C'est Descartes (1596–1650), cependant, qui est généralement considéré comme la figure qui introduit le scepticisme totalement dans le monde philosophique moderne, à sa recherche à la trouvaille une base bloquée pour une théorie de la connaissance. Il a soumis toute sa croyance à l'examen minutieux, cherchant à localiser cela le point de départ évasif dont il pourrait alors construire à l'extérieur avec l'assurance. Ceci s'est avérée être la proposition célèbre, somme d'ergo de cogito, ‘je pensent que donc je suis.’ L'une chose dont Descartes pourrait ne jamais douter était qu'il pensait, même si la vérité de la teneur de ses pensées posait plus de problèmes pour lui. Une fois qu'il commençait à étudier ces pensées, cependant, elles ont bientôt fourni plus de renfort pour son nouveau système.
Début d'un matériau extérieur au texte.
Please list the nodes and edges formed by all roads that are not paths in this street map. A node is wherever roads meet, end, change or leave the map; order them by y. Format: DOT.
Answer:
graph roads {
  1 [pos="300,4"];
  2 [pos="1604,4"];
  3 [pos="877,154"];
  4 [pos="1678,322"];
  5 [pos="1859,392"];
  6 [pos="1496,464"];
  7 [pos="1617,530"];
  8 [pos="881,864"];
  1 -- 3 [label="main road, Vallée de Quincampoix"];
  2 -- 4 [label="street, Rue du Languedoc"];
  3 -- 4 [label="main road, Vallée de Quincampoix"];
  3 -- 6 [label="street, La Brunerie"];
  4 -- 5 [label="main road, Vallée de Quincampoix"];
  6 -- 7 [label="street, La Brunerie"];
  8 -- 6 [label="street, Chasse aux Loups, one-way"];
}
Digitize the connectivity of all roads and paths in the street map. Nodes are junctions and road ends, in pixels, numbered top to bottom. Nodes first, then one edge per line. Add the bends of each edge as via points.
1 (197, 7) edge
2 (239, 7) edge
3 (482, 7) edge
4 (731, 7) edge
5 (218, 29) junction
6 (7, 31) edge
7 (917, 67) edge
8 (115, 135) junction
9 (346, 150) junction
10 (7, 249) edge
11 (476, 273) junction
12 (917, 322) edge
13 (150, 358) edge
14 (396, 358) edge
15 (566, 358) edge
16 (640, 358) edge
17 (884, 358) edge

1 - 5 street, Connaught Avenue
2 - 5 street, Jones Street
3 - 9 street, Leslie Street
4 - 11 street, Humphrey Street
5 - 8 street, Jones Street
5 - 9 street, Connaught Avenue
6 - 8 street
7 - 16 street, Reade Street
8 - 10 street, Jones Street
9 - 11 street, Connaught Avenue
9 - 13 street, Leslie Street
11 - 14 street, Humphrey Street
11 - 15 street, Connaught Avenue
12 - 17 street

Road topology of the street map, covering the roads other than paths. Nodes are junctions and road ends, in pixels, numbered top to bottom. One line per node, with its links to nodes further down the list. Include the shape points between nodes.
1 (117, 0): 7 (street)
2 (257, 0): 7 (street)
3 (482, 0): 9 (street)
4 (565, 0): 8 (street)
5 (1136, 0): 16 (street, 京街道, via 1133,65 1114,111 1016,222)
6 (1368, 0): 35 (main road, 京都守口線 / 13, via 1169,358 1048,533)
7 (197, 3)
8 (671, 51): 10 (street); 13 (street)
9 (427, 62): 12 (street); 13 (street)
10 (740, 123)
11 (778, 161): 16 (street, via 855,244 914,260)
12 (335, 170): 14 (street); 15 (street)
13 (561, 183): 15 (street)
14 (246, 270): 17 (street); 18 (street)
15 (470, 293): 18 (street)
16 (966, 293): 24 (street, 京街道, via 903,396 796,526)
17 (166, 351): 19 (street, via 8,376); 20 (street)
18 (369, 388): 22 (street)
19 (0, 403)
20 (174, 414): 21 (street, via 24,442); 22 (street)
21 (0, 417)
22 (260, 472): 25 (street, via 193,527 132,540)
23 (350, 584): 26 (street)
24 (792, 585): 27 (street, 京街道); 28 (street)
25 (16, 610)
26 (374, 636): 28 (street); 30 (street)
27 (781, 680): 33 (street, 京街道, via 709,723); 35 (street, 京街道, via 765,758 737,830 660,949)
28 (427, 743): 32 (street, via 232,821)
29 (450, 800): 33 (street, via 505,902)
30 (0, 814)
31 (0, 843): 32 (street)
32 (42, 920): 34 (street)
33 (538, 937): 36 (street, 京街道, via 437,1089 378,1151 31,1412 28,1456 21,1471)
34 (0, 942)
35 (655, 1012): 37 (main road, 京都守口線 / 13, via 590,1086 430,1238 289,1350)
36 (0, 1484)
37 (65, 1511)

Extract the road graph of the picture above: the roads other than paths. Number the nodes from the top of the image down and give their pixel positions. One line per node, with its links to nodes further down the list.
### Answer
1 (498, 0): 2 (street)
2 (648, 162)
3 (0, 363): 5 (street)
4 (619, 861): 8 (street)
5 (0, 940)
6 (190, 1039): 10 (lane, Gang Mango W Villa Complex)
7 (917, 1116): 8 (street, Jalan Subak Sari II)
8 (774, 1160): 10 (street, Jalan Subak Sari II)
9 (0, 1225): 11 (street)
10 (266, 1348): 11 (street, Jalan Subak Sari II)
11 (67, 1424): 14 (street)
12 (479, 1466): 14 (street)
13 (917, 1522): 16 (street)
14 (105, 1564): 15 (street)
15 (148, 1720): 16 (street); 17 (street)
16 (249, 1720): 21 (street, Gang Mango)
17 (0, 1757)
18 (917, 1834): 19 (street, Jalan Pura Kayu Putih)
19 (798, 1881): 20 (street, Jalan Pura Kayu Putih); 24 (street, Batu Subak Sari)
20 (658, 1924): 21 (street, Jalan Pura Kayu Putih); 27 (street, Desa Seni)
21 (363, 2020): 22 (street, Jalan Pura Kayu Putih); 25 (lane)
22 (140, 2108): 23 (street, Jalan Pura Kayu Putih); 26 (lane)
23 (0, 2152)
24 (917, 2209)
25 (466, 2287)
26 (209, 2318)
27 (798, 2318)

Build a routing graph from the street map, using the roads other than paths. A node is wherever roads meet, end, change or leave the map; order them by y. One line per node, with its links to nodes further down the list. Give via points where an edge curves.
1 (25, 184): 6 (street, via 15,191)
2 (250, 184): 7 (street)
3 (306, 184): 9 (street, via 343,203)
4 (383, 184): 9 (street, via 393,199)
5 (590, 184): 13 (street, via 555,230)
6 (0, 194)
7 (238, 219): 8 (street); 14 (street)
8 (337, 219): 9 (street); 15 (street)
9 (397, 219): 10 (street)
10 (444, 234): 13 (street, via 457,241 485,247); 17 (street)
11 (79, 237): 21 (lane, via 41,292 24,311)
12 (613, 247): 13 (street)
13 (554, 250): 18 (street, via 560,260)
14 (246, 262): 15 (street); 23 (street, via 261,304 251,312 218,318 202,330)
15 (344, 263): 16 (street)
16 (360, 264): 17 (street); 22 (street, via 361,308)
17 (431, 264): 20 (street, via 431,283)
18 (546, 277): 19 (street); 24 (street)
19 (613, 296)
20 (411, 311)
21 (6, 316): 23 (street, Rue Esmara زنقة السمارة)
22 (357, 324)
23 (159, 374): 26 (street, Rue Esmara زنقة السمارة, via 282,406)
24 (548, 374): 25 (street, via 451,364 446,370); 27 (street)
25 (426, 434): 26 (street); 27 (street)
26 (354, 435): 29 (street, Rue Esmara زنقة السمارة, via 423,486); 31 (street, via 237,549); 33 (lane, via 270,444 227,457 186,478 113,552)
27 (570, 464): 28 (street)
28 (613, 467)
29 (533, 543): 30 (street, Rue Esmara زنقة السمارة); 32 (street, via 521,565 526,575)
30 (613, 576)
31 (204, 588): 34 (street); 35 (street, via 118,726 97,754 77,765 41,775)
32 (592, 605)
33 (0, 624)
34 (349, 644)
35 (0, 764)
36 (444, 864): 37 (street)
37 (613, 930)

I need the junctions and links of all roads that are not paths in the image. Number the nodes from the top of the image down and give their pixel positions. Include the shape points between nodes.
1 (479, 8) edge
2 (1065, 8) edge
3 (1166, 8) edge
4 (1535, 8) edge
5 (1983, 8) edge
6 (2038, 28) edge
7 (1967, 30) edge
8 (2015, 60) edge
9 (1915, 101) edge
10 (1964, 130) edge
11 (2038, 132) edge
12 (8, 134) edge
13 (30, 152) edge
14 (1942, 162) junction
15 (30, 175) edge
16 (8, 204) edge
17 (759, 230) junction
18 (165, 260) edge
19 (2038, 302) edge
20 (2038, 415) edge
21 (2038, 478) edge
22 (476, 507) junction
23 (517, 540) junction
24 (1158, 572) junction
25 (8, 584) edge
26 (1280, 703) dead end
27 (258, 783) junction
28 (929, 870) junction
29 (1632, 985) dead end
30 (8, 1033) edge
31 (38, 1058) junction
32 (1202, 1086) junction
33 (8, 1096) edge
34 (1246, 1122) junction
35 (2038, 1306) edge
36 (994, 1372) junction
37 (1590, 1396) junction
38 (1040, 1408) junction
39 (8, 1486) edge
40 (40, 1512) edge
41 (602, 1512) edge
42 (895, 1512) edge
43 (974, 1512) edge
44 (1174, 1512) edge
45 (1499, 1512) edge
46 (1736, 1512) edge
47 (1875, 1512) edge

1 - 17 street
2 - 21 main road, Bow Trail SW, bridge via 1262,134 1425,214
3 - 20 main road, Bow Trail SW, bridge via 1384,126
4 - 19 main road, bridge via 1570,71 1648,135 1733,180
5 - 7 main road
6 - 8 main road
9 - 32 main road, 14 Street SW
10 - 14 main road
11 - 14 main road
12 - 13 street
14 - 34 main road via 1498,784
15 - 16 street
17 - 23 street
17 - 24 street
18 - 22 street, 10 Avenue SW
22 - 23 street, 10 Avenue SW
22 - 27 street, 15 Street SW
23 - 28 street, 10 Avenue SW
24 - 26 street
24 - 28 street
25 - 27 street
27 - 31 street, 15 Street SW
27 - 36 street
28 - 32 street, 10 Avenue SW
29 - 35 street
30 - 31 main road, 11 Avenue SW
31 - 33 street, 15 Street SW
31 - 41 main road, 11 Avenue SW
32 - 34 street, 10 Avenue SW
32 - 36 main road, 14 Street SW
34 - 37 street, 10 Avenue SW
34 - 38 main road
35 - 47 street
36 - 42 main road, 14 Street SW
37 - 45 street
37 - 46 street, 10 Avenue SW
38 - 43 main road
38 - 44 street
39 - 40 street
Descartes est généralement considéré maintenant comme seulement un quasi-sceptique, depuis bien qu'il se décrive dans la troisième méditation comme ‘être que les doutes’ il prouve seulement trop prêt à embrasser des preuves pour l'existence de Dieu. En effet, il s'est considéré comme l'ennemi du nouveau Pyrrhonism dans la pensée française, vu que ceci pour être une tendance particulièrement dangereuse qui a dû être parée si la croyance chrétienne était de régner. La marque’ de Descartes du scepticisme a été conçue pour surmonter le scepticisme : ‘stratégique’, dans une évaluation’du commentateur s. Au sujet des glissades philosophiques’ de radicalisme de Descartes de Dieu. Une fois que cette preuve est en place, basé selon des principes de ce type qu'il a une idée dans son esprit d'être parfait contre ce que sa propre imperfection peut être mesurée, Descartes déplace rapidement à l'habillage par série de propositions en lesquelles il peut croire avec la confiance complète. En termes sceptiques de la référence, l'existence de Dieu jamais est vraiment placée en question, qui fait le projet’ de Descartes de formuler une théorie et un système de la connaissance considérablement plus faciles. Car Bernard Williams a observé, la route que Descartes a construite en arrière du point extrême du doute, et du monde simplement de l'existence mentale premier-personnelle qu'il a espéré avoir établie dans le cogito, traverse essentiellement un pont religieux. Prenant son souci pour être les bases de la connaissance scientifique, ceux-ci sont fournis par God ; la prenant pour être les bases de la possibilité de la connaissance, ceux-ci aussi, et dans suggèrent davantage le sens, doivent être trouvés dans Dieu.

La croyance mine le scepticisme, en d'autres termes, tandis que pour le sceptique vrai ce serait l'autre manière autour : la foi serait hors des limites comme base pour la preuve, encore une autre prétention non fondée regardant autour en vain pour un critère pour le justifier.

Finalement, Descartes n'est pas vraiment un philosophe qui laisse on se sentant trop ‘inconfortable’, bien qu'il réussisse à établir le scepticisme comme élément principal dans le discours philosophique moderne. Comme un commentateur l'a mis, l'ironie de Descartes’ recherche est que ‘[ la réfutation “de h]is” du scepticisme l'a laissée dans une meilleure forme qu'avant’. Négativement orienté bien qu'il puisse être, le scepticisme est néanmoins maintenant fermement une partie du courant principal philosophique.